+++ The records +++

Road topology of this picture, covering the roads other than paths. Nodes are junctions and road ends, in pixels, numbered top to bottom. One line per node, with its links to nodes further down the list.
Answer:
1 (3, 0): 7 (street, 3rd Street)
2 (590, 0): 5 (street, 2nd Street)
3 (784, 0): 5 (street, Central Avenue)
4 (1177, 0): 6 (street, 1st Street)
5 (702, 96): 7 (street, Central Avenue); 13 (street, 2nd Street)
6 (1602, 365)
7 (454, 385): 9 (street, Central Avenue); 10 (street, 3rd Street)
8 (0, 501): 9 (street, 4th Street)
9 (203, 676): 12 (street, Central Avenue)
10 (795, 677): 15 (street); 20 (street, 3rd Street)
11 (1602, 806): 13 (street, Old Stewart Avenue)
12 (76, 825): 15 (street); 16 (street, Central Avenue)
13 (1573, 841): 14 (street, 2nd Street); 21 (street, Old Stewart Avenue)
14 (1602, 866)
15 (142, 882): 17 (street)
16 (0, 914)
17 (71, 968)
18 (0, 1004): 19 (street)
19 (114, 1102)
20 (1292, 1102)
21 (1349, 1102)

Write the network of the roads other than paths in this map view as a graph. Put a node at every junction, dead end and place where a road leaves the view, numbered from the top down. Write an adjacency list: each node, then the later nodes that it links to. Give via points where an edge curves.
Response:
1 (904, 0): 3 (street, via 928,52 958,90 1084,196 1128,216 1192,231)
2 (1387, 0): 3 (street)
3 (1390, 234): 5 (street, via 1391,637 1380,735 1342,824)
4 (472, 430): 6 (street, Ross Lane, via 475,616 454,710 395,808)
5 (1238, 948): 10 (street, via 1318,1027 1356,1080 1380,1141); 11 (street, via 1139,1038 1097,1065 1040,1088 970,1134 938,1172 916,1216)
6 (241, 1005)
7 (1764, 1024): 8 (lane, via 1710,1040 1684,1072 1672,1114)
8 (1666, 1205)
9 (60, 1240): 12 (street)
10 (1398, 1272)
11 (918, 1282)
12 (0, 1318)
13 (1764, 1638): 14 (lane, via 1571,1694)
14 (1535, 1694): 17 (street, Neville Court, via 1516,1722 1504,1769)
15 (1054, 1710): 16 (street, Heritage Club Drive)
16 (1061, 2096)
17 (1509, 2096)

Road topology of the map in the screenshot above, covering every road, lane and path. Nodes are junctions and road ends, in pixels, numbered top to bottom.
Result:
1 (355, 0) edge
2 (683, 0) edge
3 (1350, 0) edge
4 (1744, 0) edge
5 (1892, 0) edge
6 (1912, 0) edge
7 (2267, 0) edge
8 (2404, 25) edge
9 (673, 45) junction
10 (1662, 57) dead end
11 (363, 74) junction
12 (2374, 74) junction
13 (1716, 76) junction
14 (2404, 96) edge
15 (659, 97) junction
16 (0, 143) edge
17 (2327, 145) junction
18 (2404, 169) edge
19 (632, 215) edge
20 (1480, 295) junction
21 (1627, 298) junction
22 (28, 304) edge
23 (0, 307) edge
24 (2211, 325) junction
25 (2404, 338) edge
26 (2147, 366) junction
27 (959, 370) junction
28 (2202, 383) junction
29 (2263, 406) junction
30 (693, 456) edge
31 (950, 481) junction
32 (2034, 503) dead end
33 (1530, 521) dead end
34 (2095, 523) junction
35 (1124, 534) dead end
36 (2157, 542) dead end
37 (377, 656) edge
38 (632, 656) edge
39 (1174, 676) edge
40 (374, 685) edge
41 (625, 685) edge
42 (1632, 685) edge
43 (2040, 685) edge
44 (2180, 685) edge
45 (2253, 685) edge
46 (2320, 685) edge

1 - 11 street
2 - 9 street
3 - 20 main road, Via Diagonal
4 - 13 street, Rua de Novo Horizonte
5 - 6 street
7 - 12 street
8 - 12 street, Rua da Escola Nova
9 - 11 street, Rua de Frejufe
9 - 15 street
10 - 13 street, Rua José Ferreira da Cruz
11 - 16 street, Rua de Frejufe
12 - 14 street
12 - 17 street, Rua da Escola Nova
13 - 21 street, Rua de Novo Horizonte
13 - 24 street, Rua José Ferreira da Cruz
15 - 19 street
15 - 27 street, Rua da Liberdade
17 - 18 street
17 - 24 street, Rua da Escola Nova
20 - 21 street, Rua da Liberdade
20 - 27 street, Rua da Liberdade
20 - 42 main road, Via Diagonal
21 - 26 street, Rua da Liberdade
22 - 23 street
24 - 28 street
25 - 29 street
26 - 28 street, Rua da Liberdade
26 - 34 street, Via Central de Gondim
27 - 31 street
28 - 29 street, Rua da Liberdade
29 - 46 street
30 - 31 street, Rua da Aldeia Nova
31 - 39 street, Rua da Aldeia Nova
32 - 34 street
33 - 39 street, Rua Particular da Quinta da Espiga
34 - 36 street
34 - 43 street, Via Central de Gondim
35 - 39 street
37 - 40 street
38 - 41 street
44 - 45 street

+++

What this task involves> Check each line above for "Cruz" and return the ones that have it.

Response to this task>
10 - 13 street, Rua José Ferreira da Cruz
13 - 24 street, Rua José Ferreira da Cruz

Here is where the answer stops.